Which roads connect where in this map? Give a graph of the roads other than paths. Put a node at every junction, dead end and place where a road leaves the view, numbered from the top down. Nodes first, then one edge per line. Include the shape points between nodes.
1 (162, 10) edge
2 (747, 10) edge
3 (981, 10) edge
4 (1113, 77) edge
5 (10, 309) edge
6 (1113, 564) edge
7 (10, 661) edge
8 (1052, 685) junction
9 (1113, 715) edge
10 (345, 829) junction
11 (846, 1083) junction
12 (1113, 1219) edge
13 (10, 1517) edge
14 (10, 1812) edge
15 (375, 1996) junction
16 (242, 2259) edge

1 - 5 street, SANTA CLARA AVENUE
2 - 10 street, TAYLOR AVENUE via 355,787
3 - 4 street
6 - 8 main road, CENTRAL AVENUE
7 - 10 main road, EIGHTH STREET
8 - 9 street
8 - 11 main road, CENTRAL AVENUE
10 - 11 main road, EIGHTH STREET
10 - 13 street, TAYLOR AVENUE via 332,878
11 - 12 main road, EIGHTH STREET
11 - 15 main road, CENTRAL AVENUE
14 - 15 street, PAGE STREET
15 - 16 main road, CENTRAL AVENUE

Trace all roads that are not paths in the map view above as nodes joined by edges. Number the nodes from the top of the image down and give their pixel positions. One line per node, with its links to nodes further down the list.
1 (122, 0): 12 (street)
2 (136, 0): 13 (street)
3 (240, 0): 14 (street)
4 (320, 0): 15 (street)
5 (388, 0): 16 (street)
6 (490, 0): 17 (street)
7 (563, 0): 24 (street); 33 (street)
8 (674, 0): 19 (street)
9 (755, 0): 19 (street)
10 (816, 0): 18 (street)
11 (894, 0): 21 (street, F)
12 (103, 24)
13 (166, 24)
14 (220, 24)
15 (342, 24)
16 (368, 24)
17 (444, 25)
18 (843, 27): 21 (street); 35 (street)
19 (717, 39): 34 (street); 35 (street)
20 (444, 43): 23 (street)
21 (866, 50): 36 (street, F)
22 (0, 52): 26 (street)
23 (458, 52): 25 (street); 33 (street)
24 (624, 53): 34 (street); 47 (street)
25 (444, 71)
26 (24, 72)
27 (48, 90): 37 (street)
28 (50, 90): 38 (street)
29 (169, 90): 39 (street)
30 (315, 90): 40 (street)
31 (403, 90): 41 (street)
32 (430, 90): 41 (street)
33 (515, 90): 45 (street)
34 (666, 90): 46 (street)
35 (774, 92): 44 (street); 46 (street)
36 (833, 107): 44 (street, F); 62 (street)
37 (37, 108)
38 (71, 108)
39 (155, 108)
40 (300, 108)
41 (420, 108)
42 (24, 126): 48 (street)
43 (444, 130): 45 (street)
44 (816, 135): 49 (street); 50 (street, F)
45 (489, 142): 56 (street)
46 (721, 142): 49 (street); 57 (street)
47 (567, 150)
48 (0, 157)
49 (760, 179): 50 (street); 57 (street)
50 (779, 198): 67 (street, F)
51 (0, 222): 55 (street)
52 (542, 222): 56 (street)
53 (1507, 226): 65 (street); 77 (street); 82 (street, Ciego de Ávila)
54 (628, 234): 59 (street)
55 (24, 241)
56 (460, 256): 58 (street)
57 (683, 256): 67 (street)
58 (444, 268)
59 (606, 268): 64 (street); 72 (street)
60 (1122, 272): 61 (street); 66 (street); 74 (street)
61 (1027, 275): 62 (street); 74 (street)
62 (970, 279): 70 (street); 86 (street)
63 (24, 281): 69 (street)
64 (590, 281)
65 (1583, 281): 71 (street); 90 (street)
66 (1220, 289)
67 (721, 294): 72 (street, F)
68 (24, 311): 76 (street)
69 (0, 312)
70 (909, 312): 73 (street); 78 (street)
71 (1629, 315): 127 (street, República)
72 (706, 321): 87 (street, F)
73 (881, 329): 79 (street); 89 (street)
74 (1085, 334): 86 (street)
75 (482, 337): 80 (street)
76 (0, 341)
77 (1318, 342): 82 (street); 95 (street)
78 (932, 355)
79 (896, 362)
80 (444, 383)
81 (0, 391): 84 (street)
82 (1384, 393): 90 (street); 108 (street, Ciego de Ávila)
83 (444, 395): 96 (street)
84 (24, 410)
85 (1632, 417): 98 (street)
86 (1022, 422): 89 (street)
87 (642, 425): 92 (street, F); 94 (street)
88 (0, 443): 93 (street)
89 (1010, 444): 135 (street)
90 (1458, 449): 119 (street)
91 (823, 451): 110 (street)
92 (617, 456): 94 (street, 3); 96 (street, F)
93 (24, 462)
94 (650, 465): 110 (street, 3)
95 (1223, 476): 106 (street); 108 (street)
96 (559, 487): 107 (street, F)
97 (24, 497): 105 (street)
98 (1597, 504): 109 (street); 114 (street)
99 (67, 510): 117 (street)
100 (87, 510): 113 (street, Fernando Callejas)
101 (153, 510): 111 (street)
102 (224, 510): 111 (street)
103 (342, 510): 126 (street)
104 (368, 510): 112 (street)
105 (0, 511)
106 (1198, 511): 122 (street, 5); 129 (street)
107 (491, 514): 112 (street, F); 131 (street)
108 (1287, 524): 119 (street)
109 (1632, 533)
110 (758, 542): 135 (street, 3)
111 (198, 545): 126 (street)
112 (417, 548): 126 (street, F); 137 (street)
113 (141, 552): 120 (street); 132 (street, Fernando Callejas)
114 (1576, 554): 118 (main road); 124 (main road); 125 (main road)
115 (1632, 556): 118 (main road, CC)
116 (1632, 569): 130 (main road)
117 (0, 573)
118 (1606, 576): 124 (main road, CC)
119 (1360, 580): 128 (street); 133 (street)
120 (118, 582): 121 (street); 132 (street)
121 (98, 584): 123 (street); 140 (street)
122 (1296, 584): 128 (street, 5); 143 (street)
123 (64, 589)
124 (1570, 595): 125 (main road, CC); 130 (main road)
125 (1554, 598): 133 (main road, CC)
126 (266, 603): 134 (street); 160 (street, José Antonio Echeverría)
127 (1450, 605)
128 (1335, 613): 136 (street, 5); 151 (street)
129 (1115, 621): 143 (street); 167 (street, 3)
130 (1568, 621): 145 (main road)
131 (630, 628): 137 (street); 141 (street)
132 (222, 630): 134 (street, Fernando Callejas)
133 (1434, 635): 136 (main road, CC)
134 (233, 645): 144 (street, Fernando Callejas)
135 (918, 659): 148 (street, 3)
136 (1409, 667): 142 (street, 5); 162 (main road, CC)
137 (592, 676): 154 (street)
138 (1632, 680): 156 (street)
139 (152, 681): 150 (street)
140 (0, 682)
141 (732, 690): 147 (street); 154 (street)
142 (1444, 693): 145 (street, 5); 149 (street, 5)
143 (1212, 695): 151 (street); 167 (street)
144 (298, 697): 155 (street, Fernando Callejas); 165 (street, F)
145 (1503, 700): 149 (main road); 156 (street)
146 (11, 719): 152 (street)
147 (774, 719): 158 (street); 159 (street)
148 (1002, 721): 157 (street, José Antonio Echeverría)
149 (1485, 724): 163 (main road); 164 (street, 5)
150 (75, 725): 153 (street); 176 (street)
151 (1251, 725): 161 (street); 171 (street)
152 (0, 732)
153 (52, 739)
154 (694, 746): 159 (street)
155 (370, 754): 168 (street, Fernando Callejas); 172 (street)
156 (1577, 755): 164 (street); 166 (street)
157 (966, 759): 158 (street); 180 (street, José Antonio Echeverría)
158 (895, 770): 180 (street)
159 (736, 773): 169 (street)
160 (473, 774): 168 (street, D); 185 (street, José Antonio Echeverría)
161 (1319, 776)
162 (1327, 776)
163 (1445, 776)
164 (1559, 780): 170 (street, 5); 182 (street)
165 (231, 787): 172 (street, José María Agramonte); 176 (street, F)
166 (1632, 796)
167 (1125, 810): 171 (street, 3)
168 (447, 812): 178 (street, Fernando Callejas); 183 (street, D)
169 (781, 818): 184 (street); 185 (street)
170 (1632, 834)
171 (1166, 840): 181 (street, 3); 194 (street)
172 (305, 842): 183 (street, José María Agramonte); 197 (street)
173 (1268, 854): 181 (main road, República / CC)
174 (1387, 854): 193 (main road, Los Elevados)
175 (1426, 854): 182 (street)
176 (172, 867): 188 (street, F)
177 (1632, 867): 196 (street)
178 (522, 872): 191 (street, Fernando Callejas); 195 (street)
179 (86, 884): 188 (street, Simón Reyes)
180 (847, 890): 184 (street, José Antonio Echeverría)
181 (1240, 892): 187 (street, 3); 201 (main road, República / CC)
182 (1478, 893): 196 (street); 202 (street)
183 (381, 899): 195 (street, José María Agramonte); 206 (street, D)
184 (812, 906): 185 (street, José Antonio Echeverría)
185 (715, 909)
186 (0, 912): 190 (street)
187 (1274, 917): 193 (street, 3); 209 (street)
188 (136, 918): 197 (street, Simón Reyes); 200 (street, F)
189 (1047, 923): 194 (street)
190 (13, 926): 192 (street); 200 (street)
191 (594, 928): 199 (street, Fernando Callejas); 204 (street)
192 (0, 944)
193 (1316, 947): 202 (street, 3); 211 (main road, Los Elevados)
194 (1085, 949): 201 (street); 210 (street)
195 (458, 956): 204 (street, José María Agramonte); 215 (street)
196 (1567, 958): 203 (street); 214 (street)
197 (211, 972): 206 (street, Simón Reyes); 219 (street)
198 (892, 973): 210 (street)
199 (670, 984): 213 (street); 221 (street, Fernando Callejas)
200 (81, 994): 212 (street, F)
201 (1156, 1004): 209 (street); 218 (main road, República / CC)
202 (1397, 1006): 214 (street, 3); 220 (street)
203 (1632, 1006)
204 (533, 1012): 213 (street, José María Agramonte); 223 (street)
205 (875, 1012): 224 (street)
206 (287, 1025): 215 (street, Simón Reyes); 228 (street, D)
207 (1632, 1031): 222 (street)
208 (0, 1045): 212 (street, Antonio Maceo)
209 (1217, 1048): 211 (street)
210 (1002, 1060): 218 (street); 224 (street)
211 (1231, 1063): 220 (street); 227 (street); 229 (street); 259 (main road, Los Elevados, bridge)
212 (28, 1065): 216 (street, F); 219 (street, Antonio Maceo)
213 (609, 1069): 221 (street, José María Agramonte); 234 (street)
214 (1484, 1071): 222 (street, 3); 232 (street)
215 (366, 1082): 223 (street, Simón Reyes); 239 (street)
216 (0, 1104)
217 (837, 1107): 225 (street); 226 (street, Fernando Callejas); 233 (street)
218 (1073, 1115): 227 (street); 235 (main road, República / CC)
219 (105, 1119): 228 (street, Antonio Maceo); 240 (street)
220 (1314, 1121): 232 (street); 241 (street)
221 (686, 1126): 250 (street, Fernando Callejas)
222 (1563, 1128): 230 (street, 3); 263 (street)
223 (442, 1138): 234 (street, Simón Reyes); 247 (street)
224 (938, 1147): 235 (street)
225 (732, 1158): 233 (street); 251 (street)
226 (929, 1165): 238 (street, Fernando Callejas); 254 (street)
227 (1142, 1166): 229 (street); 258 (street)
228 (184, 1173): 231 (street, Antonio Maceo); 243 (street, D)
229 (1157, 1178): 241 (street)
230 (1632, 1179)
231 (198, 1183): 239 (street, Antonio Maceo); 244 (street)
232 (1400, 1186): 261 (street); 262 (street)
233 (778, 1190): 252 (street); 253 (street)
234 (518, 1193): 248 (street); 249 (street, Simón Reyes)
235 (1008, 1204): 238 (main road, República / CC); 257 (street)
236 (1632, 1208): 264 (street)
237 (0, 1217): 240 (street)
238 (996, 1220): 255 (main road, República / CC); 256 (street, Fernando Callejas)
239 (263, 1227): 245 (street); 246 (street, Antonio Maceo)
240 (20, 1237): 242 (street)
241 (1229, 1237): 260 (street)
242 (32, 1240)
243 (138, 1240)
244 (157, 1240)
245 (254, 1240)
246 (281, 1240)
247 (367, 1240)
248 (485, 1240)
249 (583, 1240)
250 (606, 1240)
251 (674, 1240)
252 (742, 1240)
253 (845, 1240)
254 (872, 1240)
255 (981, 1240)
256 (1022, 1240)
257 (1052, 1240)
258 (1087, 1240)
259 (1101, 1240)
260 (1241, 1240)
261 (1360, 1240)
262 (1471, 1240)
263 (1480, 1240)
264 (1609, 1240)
•••••
**What needs to be done**: All lines above holding the word "José" make up the answer; copy each one.

**Solution to this task**:
126 (266, 603): 134 (street); 160 (street, José Antonio Echeverría)
148 (1002, 721): 157 (street, José Antonio Echeverría)
157 (966, 759): 158 (street); 180 (street, José Antonio Echeverría)
160 (473, 774): 168 (street, D); 185 (street, José Antonio Echeverría)
165 (231, 787): 172 (street, José María Agramonte); 176 (street, F)
172 (305, 842): 183 (street, José María Agramonte); 197 (street)
180 (847, 890): 184 (street, José Antonio Echeverría)
183 (381, 899): 195 (street, José María Agramonte); 206 (street, D)
184 (812, 906): 185 (street, José Antonio Echeverría)
195 (458, 956): 204 (street, José María Agramonte); 215 (street)
204 (533, 1012): 213 (street, José María Agramonte); 223 (street)
213 (609, 1069): 221 (street, José María Agramonte); 234 (street)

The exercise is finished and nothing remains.